Comme j’écoute majoritairement du rock et du metal, ce livre m’a été offert. Pourquoi Led Zeppelin ? Sans doute parce que c’est une référence en la matière chez les peu initiés (AC/DC étant celle des non initiés), et la personne qui me l’a gentiment offert s’est sans doute dit : « Vu qu’il écoute du rock, il doit forcément aimer Led Zep, ça va lui plaire ! »
Oui, j’écoute Led Zeppelin, et j’aime bien, parfois beaucoup (Achilles Last Stand et Trampled Under Foot me font frétiller) mais je reste mesuré quant à l’aura dont bénéficie le groupe, et comme beaucoup, je sature de Stairway to Heaven, en dépit de sa qualité.

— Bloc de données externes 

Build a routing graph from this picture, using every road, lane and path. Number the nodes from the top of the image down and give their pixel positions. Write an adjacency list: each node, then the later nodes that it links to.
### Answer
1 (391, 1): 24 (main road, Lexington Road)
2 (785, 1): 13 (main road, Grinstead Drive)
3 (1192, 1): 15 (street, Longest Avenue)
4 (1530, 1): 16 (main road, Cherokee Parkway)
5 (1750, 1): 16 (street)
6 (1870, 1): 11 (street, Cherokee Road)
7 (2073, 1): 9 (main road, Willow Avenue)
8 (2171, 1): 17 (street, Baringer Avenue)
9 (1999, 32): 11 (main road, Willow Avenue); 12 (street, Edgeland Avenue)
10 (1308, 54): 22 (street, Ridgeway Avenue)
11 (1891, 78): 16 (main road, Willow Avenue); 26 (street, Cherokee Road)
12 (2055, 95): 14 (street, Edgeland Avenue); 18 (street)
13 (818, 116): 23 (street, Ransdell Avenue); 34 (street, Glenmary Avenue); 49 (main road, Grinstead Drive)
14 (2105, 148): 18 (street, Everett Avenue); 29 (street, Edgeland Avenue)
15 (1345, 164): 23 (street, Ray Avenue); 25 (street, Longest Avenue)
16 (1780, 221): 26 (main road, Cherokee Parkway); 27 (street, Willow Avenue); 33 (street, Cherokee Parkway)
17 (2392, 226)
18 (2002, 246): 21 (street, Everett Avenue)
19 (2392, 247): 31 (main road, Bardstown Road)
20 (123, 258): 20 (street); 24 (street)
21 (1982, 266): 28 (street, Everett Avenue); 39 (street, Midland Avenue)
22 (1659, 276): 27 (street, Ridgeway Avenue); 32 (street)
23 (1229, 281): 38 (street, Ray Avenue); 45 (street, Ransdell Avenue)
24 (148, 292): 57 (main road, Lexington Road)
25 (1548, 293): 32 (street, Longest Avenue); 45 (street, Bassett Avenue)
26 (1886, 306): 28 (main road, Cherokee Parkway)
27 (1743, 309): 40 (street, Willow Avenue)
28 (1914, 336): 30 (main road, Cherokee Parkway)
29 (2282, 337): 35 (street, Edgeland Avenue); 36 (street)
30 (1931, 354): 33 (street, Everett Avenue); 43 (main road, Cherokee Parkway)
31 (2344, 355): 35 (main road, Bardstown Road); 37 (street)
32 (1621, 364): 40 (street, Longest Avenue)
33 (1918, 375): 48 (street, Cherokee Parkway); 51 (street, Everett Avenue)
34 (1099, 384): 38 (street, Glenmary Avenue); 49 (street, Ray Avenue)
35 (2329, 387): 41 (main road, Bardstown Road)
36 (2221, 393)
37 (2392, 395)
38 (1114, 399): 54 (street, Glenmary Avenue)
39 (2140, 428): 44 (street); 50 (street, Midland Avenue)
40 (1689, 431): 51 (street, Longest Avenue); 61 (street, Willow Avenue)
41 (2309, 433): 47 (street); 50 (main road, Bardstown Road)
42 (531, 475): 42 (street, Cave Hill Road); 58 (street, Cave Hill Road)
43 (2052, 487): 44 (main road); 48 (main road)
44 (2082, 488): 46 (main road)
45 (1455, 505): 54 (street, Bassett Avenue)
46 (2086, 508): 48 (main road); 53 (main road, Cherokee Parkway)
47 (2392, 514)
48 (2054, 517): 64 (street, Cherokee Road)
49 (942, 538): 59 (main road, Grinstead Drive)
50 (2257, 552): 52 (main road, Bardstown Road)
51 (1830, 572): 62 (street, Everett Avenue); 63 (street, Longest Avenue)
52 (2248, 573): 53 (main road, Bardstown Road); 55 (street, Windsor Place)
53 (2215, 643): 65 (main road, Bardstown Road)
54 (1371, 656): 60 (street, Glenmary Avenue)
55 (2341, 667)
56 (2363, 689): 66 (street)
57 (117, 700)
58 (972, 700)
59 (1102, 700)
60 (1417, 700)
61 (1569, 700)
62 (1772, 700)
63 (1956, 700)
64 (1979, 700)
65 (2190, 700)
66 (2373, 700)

Donc, est-ce que ce livre m’a plu ? Plutôt. On suit le parcours de chaque membre du groupe, de l’enfance à l’âge adulte, et on s’immerge ainsi brièvement dans le passé et l’itinéraire de Robert, Jimmy, Jon et John, jusqu’à leur rencontre.
Puis vient la formation du groupe, qui est narrée de manière efficace et est soutenue par un vocabulaire gourmand. Les anecdotes fusent (merci Keith Moon pour le nom du groupe !) et on se plonge aisément dans ces tranches de vie.
Page et Plant sont mis en avant, ce qui correspond à la réalité, mais Ducray souligne à juste titre que Jones et Bonham pouvaient se sentir lésés au moment où la gloire des quatre larrons atteint son apogée.
L’histoire de Led Zeppelin, avec ce qu’elle contient de tragique (l’accident de Page, la mort de son fils, celle de Bonham), d’intrigant (l’attrait de Page pour l’occultisme, l’autisme musical de JPJ, Bonham mi-homme mi-alcool) et de jouissif (le succès du groupe, les tensions entre les membres, et puis, tout simplement la musique qui découlent du talent énorme des quatre bougres) a largement ce qu’il faut pour plaire à un large public, et il ne m’étonnerait guère que tout ça ne finnisse en série télé un jour ou l’autre.
Une biographie en bonne et due forme dont la maîtrise du rythme et la plume maîtrisée de Ducray rend la lecture plaisante, malgré des louanges trop nombreuses.